Ksatria Pengantar Makan Siang di Mumbai

Dabbawalla di Mumbai
Dabbawalla di Mumbai. Foto oleh Steve Evans, (lisensi Creative Commons)
Ketika makan siang bersama kolega kantor saya beberapa minggu lalu, di sela-sela santapan yang menggugah selera dan diskusi produktif tentang pekerjaan, kami sampai pada cerita tentang ksatria-ksatria Mumbai. Kolega kantor saya memang berasal dari Mumbai, India, namun sudah bekerja di Indonesia hampir 15 tahun lamanya. Ksatria apa yang dimaksud? Jangan membayangkan mereka ksatria berbaju besi yang naik kuda untuk membela kepentingan negaranya. Ksatria yang kami bicarakan adalah ksatria pelanjut kehidupan: sang dabbawalla. Mereka adalah pekerja-pekerja gigih yang berkontribusi membantu jutaan rakyat Mumbai untuk makan siang. Kenapa saya juluki ksatria, kita akan tahu sebentar lagi.
Mumbai adalah kota besar berpenduduk lebih dari 13 juta jiwa di sebuah pesisir India bagian barat, ibukota dari negara bagian Maharashtra. Setiap harinya bisa jadi 25% dari jumlah itu sedang bekerja atau belajar di luar rumah. Satu hal yang biasa menjadi dilema dan pikiran kita ketika bekerja atau belajar di luar rumah adalah makan siang.
Semua dari kita pasti pernah mengalami dilema memilih makan siang: di mana, apa, dan kapan. Makan siang di rumah? Tidak selalu mungkin untuk pulang ke rumah ketika ada di kantor. Makan siang di kantin atau warung murah terdekat terkadang membuat kita khawatir akan kebersihannya. Makan siang di mal atau kafe tidak bisa setiap hari karena harganya kurang terjangkau. Lalu, makan apa? Pilihan makanan belum tentu sehat dan sesuai dengan selera. Karena tak ada waktu, kebanyakan kita memilih yang enak dan bikin kenyang saja. Kemudian, ada pertanyaan kapan kita makan siang? Terkadang kita lupa atau tak sempat beranjak dari tempat duduk.

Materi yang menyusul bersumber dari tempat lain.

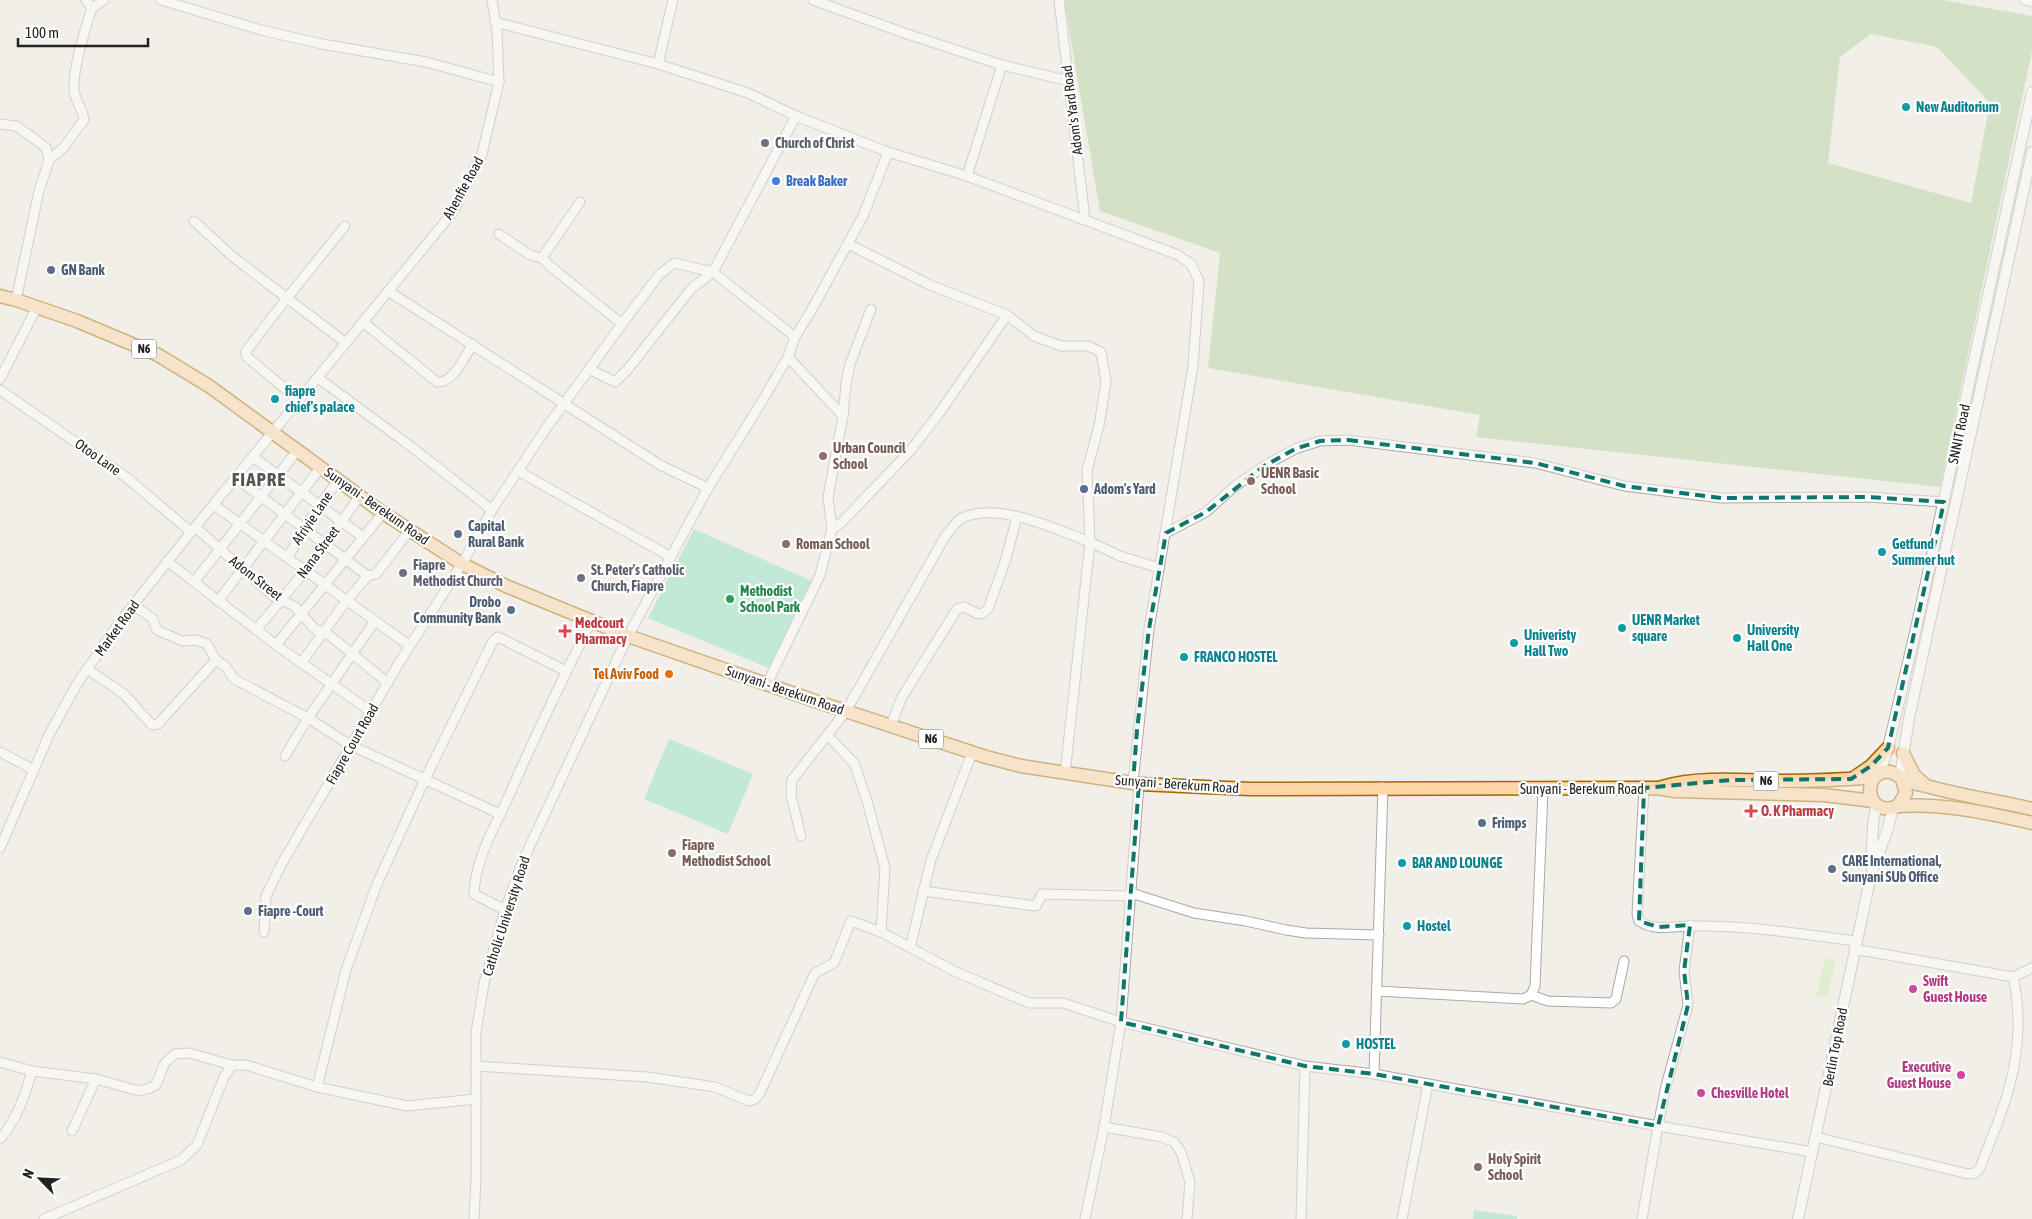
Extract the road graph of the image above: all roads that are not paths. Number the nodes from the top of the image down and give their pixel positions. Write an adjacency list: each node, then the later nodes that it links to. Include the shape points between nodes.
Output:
1 (86, 0): 10 (street)
2 (104, 0): 10 (street)
3 (162, 0): 14 (street, via 261,30 426,62)
4 (492, 0): 11 (street, Ahenfie Road)
5 (673, 0): 12 (street)
6 (814, 0): 13 (street)
7 (1059, 0): 15 (street, Adom's Yard Road)
8 (2025, 0): 9 (street)
9 (2032, 2)
10 (92, 8): 21 (street, via 83,37 74,90 84,120 63,148)
11 (496, 22): 12 (street); 14 (street, Ahenfie Road)
12 (658, 64): 17 (street, via 748,93)
13 (1002, 65): 15 (street); 22 (street)
14 (499, 82): 31 (street, Ahenfie Road, via 482,154 453,212)
15 (1069, 82): 24 (street, Adom's Yard Road)
16 (2032, 92): 44 (street, SNNIT Road)
17 (796, 116): 19 (street); 30 (street)
18 (0, 124): 21 (street, via 16,126 36,140 46,148)
19 (888, 152): 22 (street); 28 (street, Catholic University Road, via 863,216)
20 (2032, 152): 45 (street, SNNIT Road)
21 (49, 160): 34 (street, via 39,191)
22 (967, 176): 24 (street)
23 (580, 202): 29 (street)
24 (1085, 219): 80 (street, via 1178,255 1191,264 1199,281 1193,366)
25 (194, 221): 33 (street, via 233,257)
26 (345, 226): 33 (street)
27 (499, 234): 29 (street, via 530,255)
28 (848, 244): 37 (street, via 930,285); 40 (street, Catholic University Road)
29 (542, 258): 39 (street)
30 (712, 272): 39 (street, Fiapre Court Road, via 674,264 660,275); 40 (street); 46 (street, via 690,289 615,382)
31 (388, 291): 38 (street, Ahenfie Road); 42 (street)
32 (0, 296): 34 (main road, Sunyani - Berekum Road / N6)
33 (287, 298): 41 (street); 52 (street, via 246,355)
34 (16, 300): 35 (main road, Sunyani - Berekum Road / N6)
35 (37, 307): 49 (street); 55 (main road, Sunyani - Berekum Road / N6, via 158,355 209,386)
36 (871, 309): 54 (street, via 850,364)
37 (1007, 315): 77 (street, via 910,450); 83 (street, via 1034,336 1061,346 1088,346 1101,352 1106,381 1099,426 1087,470)
38 (363, 322): 41 (street, Ahenfie Road); 42 (street, via 436,382 450,379)
39 (622, 324): 46 (street, Fiapre Court Road)
40 (795, 337): 43 (street, Catholic University Road)
41 (346, 343): 47 (street, Ahenfie Road)
42 (473, 344): 53 (street)
43 (788, 357): 54 (street); 63 (street, Catholic University Road)
44 (1975, 362): 45 (street); 48 (street, SNNIT Road)
45 (1986, 363): 50 (street, SNNIT Road)
46 (589, 369): 53 (street, Fiapre Court Road)
47 (318, 378): 52 (street, Ahenfie Road); 70 (street)
48 (1971, 378): 50 (street); 67 (street, SNNIT Road)
49 (0, 379)
50 (1982, 380): 126 (street, SNNIT Road)
51 (0, 390): 78 (street, Otoo Lane, via 126,477)
52 (299, 400): 55 (street, Ahenfie Road)
53 (565, 402): 59 (street, Fiapre Court Road); 63 (street, via 660,464)
54 (843, 416): 77 (street, via 828,498)
55 (272, 434): 56 (main road, Sunyani - Berekum Road / N6); 57 (street, Market Road)
56 (298, 451): 58 (main road, Sunyani - Berekum Road / N6); 60 (street)
57 (253, 458): 60 (street); 61 (street, Market Road)
58 (321, 467): 62 (main road, Sunyani - Berekum Road / N6); 64 (street)
59 (518, 471): 70 (street, Fiapre Court Road); 87 (street)
60 (278, 476): 64 (street); 66 (street)
61 (236, 478): 66 (street); 68 (street, Market Road)
62 (338, 480): 65 (main road, Sunyani - Berekum Road / N6); 69 (street, Afriyie Lane)
63 (708, 488): 87 (street, Catholic University Road)
64 (301, 492): 69 (street); 72 (street)
65 (360, 496): 71 (main road, Sunyani - Berekum Road / N6); 74 (street, Nana Street)
66 (261, 498): 72 (street); 75 (street)
67 (1944, 502): 80 (street, via 1868,496 1721,498 1624,486 1535,463 1348,440 1320,441 1295,449 1264,466 1206,512); 123 (street, SNNIT Road)
68 (214, 505): 75 (street); 78 (street, Market Road)
69 (320, 506): 74 (street); 76 (street, Afriyie Lane)
70 (492, 510): 90 (street, Fiapre Court Road)
71 (383, 513): 79 (main road, Sunyani - Berekum Road / N6); 81 (street)
72 (284, 515): 76 (street); 82 (street)
73 (1017, 516): 83 (street); 117 (street, via 978,512 960,519 946,535); 120 (street, via 988,609 978,614 964,606 957,609 902,697)
74 (341, 521): 81 (street); 84 (street, Nana Street)
75 (240, 524): 82 (street); 85 (street)
76 (303, 529): 84 (street); 86 (street, Afriyie Lane)
77 (832, 529): 115 (street, via 820,575)
78 (193, 530): 85 (street, Adom Street); 89 (street, Market Road)
79 (410, 530): 90 (main road, Sunyani - Berekum Road / N6); 94 (street, via 376,574)
80 (1166, 533): 91 (street)
81 (363, 537): 88 (street)
82 (264, 540): 86 (street); 92 (street)
83 (1090, 542): 91 (street, via 1120,556); 129 (street)
84 (324, 545): 88 (street); 93 (street, Nana Street)
85 (220, 550): 92 (street, Adom Street); 95 (street)
86 (288, 557): 93 (street)
87 (670, 557): 106 (street, Catholic University Road)
88 (344, 560): 94 (street); 96 (street)
89 (167, 561): 95 (street); 100 (street, Market Road)
90 (462, 564): 103 (main road, Sunyani - Berekum Road / N6); 108 (street, Fiapre Court Road)
91 (1160, 568): 134 (street, via 1149,629)
92 (242, 569): 97 (street, Adom Street); 99 (street)
93 (306, 570): 96 (street); 97 (street, Nana Street)
94 (368, 576): 98 (street)
95 (194, 582): 99 (street)
96 (325, 584): 98 (street); 101 (street)
97 (281, 600): 101 (street, Adom Street, via 294,606); 104 (street, Nana Street)
98 (347, 600): 102 (street); 105 (street)
99 (218, 601): 104 (street)
100 (133, 605): 110 (street, via 152,618 158,630 182,642 196,640 207,644); 112 (street, Market Road)
101 (301, 614): 105 (street, Adom Street); 107 (street)
102 (375, 621): 108 (street); 109 (street)
103 (591, 622): 106 (main road, Sunyani - Berekum Road / N6); 113 (street)
104 (256, 630): 107 (street)
105 (323, 633): 109 (street, Adom Street); 111 (street)
106 (628, 636): 115 (main road, Sunyani - Berekum Road / N6); 149 (street, Catholic University Road, via 522,863)
107 (276, 645): 111 (street)
108 (410, 646): 114 (street, Fiapre Court Road)
109 (352, 654): 114 (street, Adom Street); 116 (street)
110 (216, 660): 112 (street, via 158,724 152,725 124,694); 119 (street, via 234,679)
111 (301, 663): 116 (street)
112 (87, 669): 128 (street, Market Road, via 48,735)
113 (566, 671): 132 (street, via 498,637 492,641); 142 (street)
114 (388, 683): 118 (street, Fiapre Court Road)
115 (767, 684): 117 (main road, Sunyani - Berekum Road / N6)
116 (331, 685): 118 (street); 119 (street)
117 (846, 711): 120 (main road, Sunyani - Berekum Road / N6); 121 (street)
118 (370, 712): 122 (street, Fiapre Court Road)
119 (308, 718): 122 (street); 127 (street)
120 (891, 725): 125 (main road, Sunyani - Berekum Road / N6)
121 (827, 735): 144 (street, via 792,780 791,795); 152 (street, via 854,763 868,801 885,868)
122 (350, 746): 132 (street); 151 (street, Fiapre Court Road, via 266,896)
123 (1888, 748): 130 (street, SNNIT Road); 133 (main road, via 1871,766)
124 (0, 752): 128 (street)
125 (972, 753): 129 (main road, Sunyani - Berekum Road / N6); 147 (street)
126 (1903, 753): 131 (street, SNNIT Road); 135 (main road, via 1914,775)
127 (285, 756)
128 (34, 770): 145 (street, Market Road)
129 (1065, 774): 134 (main road, Sunyani - Berekum Road / N6)
130 (1877, 776): 131 (main road, N6, via 1890,772); 133 (main road, Sunyani - Berekum Road / N6); 139 (main road, via 1870,789)
131 (1901, 778): 135 (main road, N6); 140 (main road, via 1906,794)
132 (425, 779): 142 (street); 170 (street, via 377,884 356,940)
133 (1851, 779): 137 (main road, Sunyani - Berekum Road / N6, via 1676,783)
134 (1136, 783): 136 (main road, Sunyani - Berekum Road / N6, via 1250,789); 148 (street)
135 (1926, 786): 141 (main road, N6)
136 (1383, 787): 138 (main road, Sunyani - Berekum Road / N6); 153 (street)
137 (1650, 788): 138 (main road, Sunyani - Berekum Road / N6); 139 (main road, Sunyani - Berekum Road / N6, via 1675,792 1824,795); 150 (street, via 1637,914 1639,921 1658,927)
138 (1543, 790): 160 (street, via 1535,986)
139 (1875, 803): 140 (main road, N6, via 1887,809); 146 (street)
140 (1895, 807): 143 (main road, N6, via 1917,804 1943,806); 146 (street)
141 (2032, 809)
142 (500, 814): 149 (street, via 483,854 474,894)
143 (2032, 823)
144 (801, 836)
145 (0, 848)
146 (1871, 875): 154 (street, Berlin Top Road)
147 (923, 891): 148 (street, via 1036,906 1042,894); 155 (street)
148 (1130, 894): 153 (street, via 1194,913 1306,934); 161 (street)
149 (505, 910): 164 (street, Catholic University Road, via 484,983 476,1033)
150 (1690, 926): 154 (street, via 1753,928); 172 (street, via 1684,971 1688,1005)
151 (264, 932)
152 (881, 932): 155 (street); 164 (street, via 851,920 834,963 815,973 760,1094 749,1101 715,1087 647,1077)
153 (1379, 934): 159 (street)
154 (1855, 945): 158 (street); 175 (street, Berlin Top Road)
155 (910, 948): 161 (street, via 1029,1003 1063,1003)
156 (1624, 961): 160 (street, via 1616,999 1611,1003 1548,1001)
157 (2032, 968): 158 (street)
158 (2013, 977): 175 (street, via 2017,1002 2016,1049 2010,1085 1980,1168 1975,1173 1959,1172)
159 (1377, 991): 160 (street, via 1523,999); 167 (street)
160 (1531, 995)
161 (1121, 1022): 165 (street); 173 (street)
162 (0, 1062): 166 (street)
163 (232, 1065): 168 (street, via 189,1053 175,1054 165,1062 156,1085 150,1088 139,1091); 170 (street, via 246,1065); 178 (street, via 191,1152 181,1160)
164 (476, 1066): 171 (street, Catholic University Road)
165 (1305, 1066): 167 (street); 182 (street)
166 (32, 1071): 168 (street); 176 (street, via 21,1105)
167 (1374, 1074): 169 (street)
168 (96, 1079): 174 (street)
169 (1428, 1084): 172 (street); 183 (street)
170 (317, 1087): 171 (street, via 407,1106)
171 (476, 1099): 179 (street, Catholic University Road)
172 (1658, 1126): 177 (street); 184 (street)
173 (1104, 1127): 180 (street); 181 (street, via 1174,1142 1181,1152 1190,1182)
174 (72, 1131)
175 (1816, 1137): 177 (street, Berlin Top Road)
176 (0, 1139)
177 (1813, 1152): 185 (street, Berlin Top Road)
178 (44, 1219)
179 (474, 1219)
180 (1085, 1219)
181 (1187, 1219)
182 (1301, 1219)
183 (1402, 1219)
184 (1642, 1219)
185 (1798, 1219)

Alangkah enaknya jika ada yang mengantarkan makan siang di kantor kita.
Persoalan-persoalan inilah yang coba dijawab oleh para dabbawalla atau “pengantar makan siang” di Mumbai. Pertama, makan siang yang paling sehat, murah dan baik adalah makan siang yang dibuat di rumah: bahannya pasti, orang rumah tahu apa yang terbaik buat kita, dan hampir pasti selalu enak. Kedua, bagaimana jika kita membawa makan siang rumahan ini ke kantor atau sekolah, tapi tanpa bersusah-payah membawanya sendiri? Ketiga, bagaimana jika makan siang rumahan itu diantar tepat waktu setiap hari jam 12 siang, lalu rantang (disebut “tiffin” atau “dabba” di India) kosongnya diantarkan lagi pulang ke rumah untuk dibersihkan dan dipersiapkan keesokan harinya? Menyenangkan bukan?
Para dabbawalla ini bekerja setiap hari melakukan semua itu.

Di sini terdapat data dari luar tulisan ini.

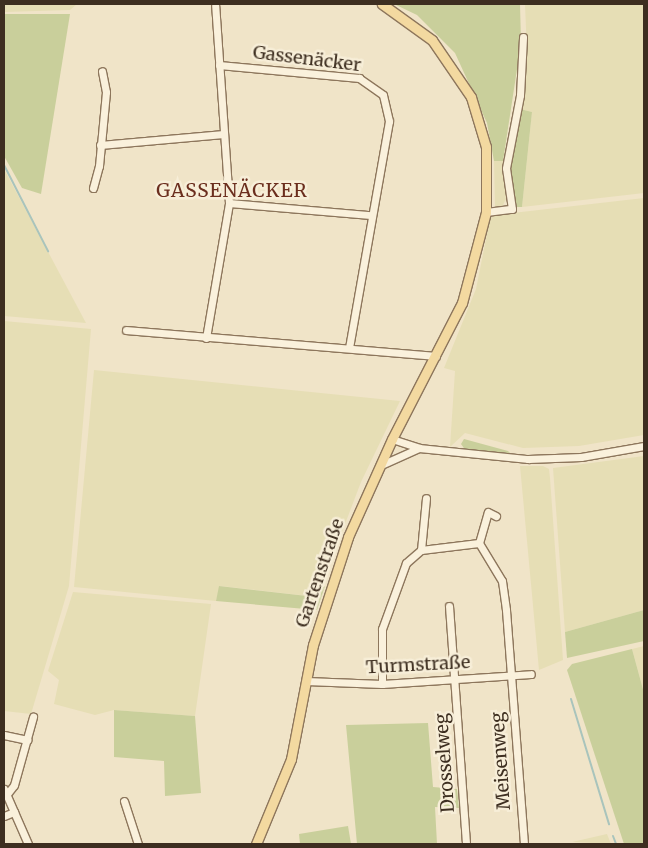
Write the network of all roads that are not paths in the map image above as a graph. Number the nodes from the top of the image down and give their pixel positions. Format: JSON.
{"nodes":[{"id":1,"x":382,"y":4,"type":"edge"},
{"id":2,"x":215,"y":5,"type":"dead end"},
{"id":3,"x":523,"y":37,"type":"dead end"},
{"id":4,"x":219,"y":65,"type":"junction"},
{"id":5,"x":102,"y":71,"type":"dead end"},
{"id":6,"x":224,"y":134,"type":"junction"},
{"id":7,"x":100,"y":145,"type":"junction"},
{"id":8,"x":93,"y":188,"type":"dead end"},
{"id":9,"x":230,"y":202,"type":"junction"},
{"id":10,"x":486,"y":212,"type":"junction"},
{"id":11,"x":370,"y":215,"type":"junction"},
{"id":12,"x":126,"y":330,"type":"dead end"},
{"id":13,"x":206,"y":338,"type":"junction"},
{"id":14,"x":350,"y":347,"type":"junction"},
{"id":15,"x":436,"y":356,"type":"junction"},
{"id":16,"x":392,"y":439,"type":"junction"},
{"id":17,"x":644,"y":446,"type":"edge"},
{"id":18,"x":418,"y":448,"type":"junction"},
{"id":19,"x":379,"y":467,"type":"junction"},
{"id":20,"x":426,"y":498,"type":"dead end"},
{"id":21,"x":496,"y":516,"type":"dead end"},
{"id":22,"x":479,"y":544,"type":"junction"},
{"id":23,"x":421,"y":550,"type":"junction"},
{"id":24,"x":450,"y":606,"type":"dead end"},
{"id":25,"x":531,"y":674,"type":"dead end"},
{"id":26,"x":511,"y":675,"type":"junction"},
{"id":27,"x":453,"y":679,"type":"junction"},
{"id":28,"x":306,"y":681,"type":"junction"},
{"id":29,"x":382,"y":684,"type":"junction"},
{"id":30,"x":33,"y":717,"type":"dead end"},
{"id":31,"x":4,"y":735,"type":"edge"},
{"id":32,"x":26,"y":740,"type":"junction"},
{"id":33,"x":5,"y":792,"type":"edge"},
{"id":34,"x":124,"y":801,"type":"dead end"},
{"id":35,"x":14,"y":812,"type":"junction"},
{"id":36,"x":4,"y":816,"type":"edge"},
{"id":37,"x":28,"y":844,"type":"edge"},
{"id":38,"x":138,"y":844,"type":"edge"},
{"id":39,"x":256,"y":844,"type":"edge"},
{"id":40,"x":466,"y":844,"type":"edge"},
{"id":41,"x":524,"y":844,"type":"edge"}],
"edges":[{"from":1,"to":10,"type":"main road","name":"Gartenstraße"},
{"from":2,"to":4,"type":"street"},
{"from":3,"to":10,"type":"street"},
{"from":4,"to":6,"type":"street"},
{"from":4,"to":11,"type":"street","name":"Gassenäcker"},
{"from":5,"to":7,"type":"street"},
{"from":6,"to":7,"type":"street"},
{"from":6,"to":9,"type":"street"},
{"from":7,"to":8,"type":"street"},
{"from":9,"to":11,"type":"street"},
{"from":9,"to":13,"type":"street"},
{"from":10,"to":15,"type":"main road","name":"Gartenstraße"},
{"from":11,"to":14,"type":"street","name":"Gassenäcker"},
{"from":12,"to":13,"type":"street"},
{"from":13,"to":14,"type":"street"},
{"from":14,"to":15,"type":"street"},
{"from":15,"to":16,"type":"main road","name":"Gartenstraße"},
{"from":16,"to":18,"type":"street"},
{"from":16,"to":19,"type":"main road","name":"Gartenstraße"},
{"from":17,"to":18,"type":"street"},
{"from":18,"to":19,"type":"street"},
{"from":19,"to":28,"type":"main road","name":"Gartenstraße"},
{"from":20,"to":23,"type":"street"},
{"from":21,"to":22,"type":"street"},
{"from":22,"to":23,"type":"street"},
{"from":22,"to":26,"type":"street","name":"Meisenweg"},
{"from":23,"to":29,"type":"street"},
{"from":24,"to":27,"type":"street","name":"Drosselweg"},
{"from":25,"to":26,"type":"street","name":"Turmstraße"},
{"from":26,"to":27,"type":"street","name":"Turmstraße"},
{"from":26,"to":41,"type":"street","name":"Meisenweg"},
{"from":27,"to":29,"type":"street","name":"Turmstraße"},
{"from":27,"to":40,"type":"street","name":"Drosselweg"},
{"from":28,"to":29,"type":"street","name":"Turmstraße"},
{"from":28,"to":39,"type":"main road","name":"Gartenstraße"},
{"from":30,"to":32,"type":"street"},
{"from":31,"to":32,"type":"street"},
{"from":32,"to":33,"type":"street"},
{"from":33,"to":35,"type":"street"},
{"from":34,"to":38,"type":"street"},
{"from":35,"to":36,"type":"street"},
{"from":35,"to":37,"type":"street"}]}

Dengan biaya tak sampai Rs. 300 (Rp50.000-an) per bulan tunai, kita dapat menikmati makan siang rumahan di kantor (porsi penuh dan besar!) tanpa harus repot-repot membawa rantang besar di tas. Bagaimana caranya?
Ada 5.000-an dabbawalla tersebar di berbagai distrik Mumbai dengan radius 60-80km yang siap menjemput rantang makan siang di rumah kita setiap pagi buta. Tentunya, makan siang ini harus dibuat oleh orang rumah, seperti ibu atau pembantu, atau kita sendiri kalau sempat. Para dabbawalla kemudian mengantarkan ke tempat kerja atau sekolah kita secara estafet. Satu rantang tidak dibawa oleh satu orang saja selama perjalanan. Mereka yang langsung mengambil rantang di rumah kita mungkin hanya membawanya sekian ratus meter atau beberapa kilometer, lalu memindahtangankan ke dabbawalla lain, yang kemudian, dengan modal sederhana seperti gerobak, sepeda atau rak yang dipanggul, melanjutkan perjalanan menemui dabbawalla berikutnya. Mungkin saja, dabbawalla berikut sudah menunggu di stasiun kereta api. Di sebuah gerbong khusus, mereka memasukkan ratusan bahkan ribuan rantang dari berbagai daerah. Gerbong kereta ini akan sampai di suatu tempat di tengah kota, lalu dabbawalla lain sudah menunggu di situ untuk dilanjutkan ke gedung kantor yang kita tuju. Begitu rantang sampai di kantor kita, jam sudah menunjukkan hampir makan siang, dan sesuai jadwal, kita bertemu kembali dengan rantang kita tadi pagi!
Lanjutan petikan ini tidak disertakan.